Saved data entries

┄┄┄┄┄┄

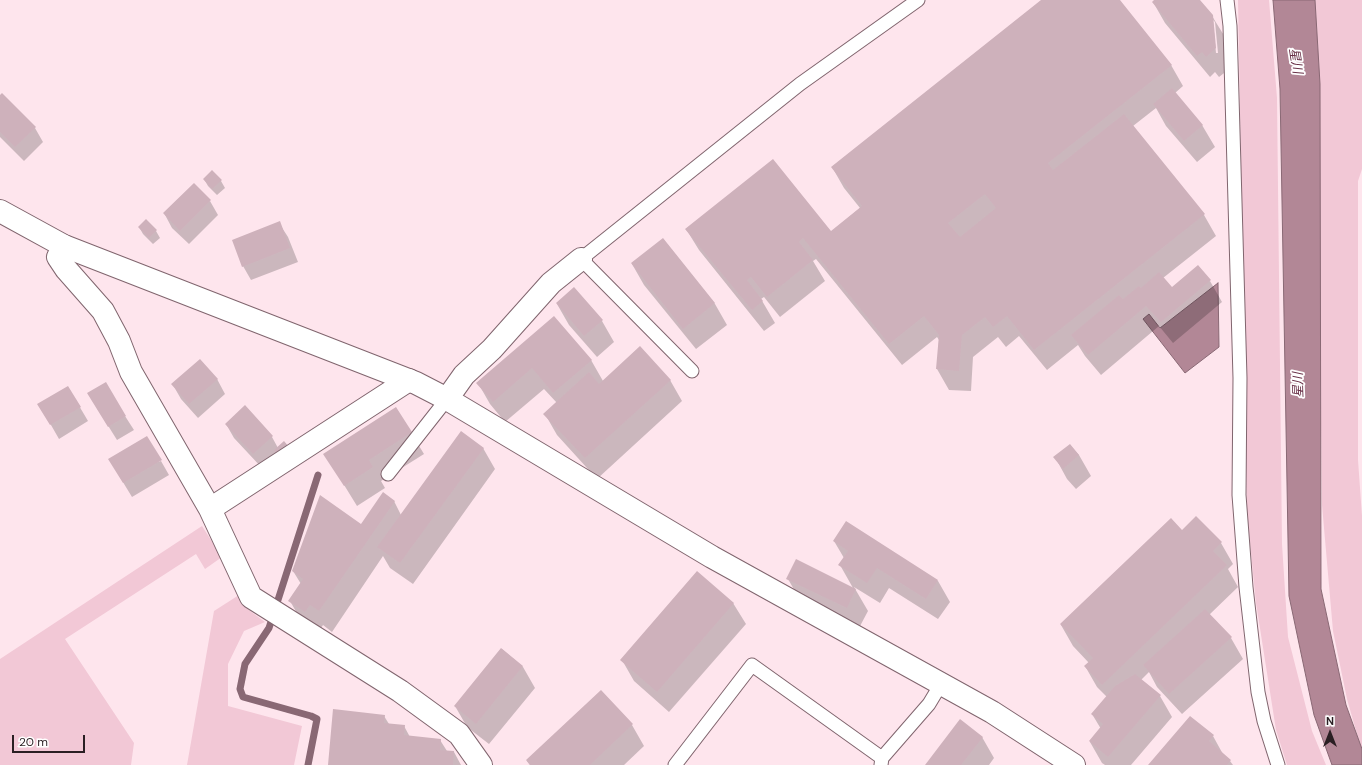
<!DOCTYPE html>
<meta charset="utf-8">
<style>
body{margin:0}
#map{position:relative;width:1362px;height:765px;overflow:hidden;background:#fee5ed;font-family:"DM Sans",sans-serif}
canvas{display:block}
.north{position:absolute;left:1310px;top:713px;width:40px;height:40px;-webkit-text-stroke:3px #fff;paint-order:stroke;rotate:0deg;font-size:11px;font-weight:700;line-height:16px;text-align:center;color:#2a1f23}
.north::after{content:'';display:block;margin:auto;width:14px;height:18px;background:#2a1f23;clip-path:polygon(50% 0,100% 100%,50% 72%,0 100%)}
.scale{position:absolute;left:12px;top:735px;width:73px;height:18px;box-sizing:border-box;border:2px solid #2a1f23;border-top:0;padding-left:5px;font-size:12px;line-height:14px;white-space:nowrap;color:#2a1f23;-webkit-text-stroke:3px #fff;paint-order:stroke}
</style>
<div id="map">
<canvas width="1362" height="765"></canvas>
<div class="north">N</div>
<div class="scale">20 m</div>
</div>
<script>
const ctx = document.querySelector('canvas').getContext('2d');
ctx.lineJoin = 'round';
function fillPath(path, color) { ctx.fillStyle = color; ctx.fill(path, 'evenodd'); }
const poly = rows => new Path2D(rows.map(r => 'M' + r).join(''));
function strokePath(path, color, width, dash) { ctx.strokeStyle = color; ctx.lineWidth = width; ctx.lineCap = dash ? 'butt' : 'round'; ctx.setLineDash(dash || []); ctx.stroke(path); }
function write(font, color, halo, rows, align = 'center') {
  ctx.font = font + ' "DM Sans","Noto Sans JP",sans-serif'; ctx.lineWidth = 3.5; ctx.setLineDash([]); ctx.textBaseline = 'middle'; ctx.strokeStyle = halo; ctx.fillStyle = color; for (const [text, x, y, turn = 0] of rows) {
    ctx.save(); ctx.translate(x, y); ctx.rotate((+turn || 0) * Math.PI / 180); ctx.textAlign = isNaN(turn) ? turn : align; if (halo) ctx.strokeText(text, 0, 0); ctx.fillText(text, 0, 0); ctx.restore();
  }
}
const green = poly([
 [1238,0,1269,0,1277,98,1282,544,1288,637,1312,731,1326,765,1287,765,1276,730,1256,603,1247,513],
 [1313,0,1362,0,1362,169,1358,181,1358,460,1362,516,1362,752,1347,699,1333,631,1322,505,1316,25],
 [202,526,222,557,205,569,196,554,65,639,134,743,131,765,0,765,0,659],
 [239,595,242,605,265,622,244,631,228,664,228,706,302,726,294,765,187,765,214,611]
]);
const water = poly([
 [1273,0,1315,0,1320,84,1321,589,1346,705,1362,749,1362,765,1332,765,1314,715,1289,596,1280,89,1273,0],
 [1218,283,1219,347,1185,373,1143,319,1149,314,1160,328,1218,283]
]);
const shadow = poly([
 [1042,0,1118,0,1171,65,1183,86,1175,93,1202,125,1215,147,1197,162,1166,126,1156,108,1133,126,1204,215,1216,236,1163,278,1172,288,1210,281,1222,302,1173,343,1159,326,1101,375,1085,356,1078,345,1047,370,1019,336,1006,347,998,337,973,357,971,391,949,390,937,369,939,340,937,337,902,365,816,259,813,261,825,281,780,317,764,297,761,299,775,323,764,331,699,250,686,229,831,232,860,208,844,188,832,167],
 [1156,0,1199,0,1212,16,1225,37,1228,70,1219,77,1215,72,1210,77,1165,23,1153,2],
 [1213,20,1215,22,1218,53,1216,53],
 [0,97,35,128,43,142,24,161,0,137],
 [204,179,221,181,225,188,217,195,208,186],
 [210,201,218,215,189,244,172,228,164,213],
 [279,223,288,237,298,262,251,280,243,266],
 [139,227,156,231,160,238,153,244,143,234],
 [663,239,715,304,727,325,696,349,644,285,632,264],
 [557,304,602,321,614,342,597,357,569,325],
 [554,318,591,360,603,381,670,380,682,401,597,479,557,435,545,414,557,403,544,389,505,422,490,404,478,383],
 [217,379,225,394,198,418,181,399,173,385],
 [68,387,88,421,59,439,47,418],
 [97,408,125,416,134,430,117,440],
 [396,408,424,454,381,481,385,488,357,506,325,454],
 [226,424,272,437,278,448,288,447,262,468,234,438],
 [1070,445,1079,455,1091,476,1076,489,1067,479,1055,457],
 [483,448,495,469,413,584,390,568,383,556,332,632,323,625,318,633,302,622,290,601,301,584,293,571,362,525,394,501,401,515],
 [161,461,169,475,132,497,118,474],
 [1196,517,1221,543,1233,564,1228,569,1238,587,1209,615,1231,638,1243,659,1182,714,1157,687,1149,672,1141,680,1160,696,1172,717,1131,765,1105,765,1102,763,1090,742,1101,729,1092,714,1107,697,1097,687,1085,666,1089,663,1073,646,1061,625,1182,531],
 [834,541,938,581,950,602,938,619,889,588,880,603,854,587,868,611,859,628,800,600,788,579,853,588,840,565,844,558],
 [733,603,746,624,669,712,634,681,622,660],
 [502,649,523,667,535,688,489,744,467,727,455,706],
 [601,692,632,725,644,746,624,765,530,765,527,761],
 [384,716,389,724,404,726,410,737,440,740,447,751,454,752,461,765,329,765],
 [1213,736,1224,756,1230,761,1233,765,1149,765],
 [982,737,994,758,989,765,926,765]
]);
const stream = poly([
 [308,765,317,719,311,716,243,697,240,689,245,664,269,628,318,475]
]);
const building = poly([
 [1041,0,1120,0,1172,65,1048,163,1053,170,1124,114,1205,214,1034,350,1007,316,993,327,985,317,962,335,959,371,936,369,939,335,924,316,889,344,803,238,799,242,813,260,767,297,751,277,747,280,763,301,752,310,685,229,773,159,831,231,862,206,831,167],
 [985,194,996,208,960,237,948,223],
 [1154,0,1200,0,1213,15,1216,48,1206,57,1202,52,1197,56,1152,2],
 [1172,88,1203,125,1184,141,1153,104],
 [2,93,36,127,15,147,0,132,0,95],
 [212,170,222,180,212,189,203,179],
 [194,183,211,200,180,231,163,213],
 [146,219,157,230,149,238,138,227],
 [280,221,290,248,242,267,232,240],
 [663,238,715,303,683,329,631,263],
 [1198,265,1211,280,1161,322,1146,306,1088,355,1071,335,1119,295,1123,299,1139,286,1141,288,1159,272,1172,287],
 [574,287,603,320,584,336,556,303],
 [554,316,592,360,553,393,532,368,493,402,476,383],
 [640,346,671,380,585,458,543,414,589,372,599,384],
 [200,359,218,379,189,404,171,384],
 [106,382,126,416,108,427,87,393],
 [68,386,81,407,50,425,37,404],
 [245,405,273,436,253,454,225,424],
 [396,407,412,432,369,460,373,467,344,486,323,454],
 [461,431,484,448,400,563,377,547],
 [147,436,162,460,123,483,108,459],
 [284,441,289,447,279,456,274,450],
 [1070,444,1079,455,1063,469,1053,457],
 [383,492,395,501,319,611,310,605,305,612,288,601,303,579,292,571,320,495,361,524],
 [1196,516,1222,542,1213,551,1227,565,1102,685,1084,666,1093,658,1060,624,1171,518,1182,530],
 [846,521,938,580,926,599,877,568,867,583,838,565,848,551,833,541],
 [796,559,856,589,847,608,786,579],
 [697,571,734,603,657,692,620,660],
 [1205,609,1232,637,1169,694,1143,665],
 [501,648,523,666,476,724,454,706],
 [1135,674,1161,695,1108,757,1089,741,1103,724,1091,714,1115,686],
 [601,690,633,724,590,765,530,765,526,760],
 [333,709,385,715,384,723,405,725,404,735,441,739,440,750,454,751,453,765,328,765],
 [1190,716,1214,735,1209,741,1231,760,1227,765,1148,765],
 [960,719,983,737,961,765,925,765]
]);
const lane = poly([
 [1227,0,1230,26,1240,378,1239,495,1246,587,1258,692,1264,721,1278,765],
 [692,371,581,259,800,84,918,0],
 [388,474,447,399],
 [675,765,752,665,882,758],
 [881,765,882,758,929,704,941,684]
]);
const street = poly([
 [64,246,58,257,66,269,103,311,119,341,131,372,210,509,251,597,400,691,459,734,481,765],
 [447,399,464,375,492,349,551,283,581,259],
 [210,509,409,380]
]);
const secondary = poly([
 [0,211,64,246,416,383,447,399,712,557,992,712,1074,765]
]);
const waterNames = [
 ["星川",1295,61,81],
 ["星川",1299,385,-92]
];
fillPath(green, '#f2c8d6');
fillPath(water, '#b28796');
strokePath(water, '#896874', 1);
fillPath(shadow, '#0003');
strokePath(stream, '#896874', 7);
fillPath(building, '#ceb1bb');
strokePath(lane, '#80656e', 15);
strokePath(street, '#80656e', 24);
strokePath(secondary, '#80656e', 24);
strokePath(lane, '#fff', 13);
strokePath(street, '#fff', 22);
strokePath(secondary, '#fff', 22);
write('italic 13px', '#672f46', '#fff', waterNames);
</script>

┄┄┄┄┄┄

Required action> Work through the data and report how many of its lines hold the word "strokeStyle", giving only the figure.

Exercise response> 2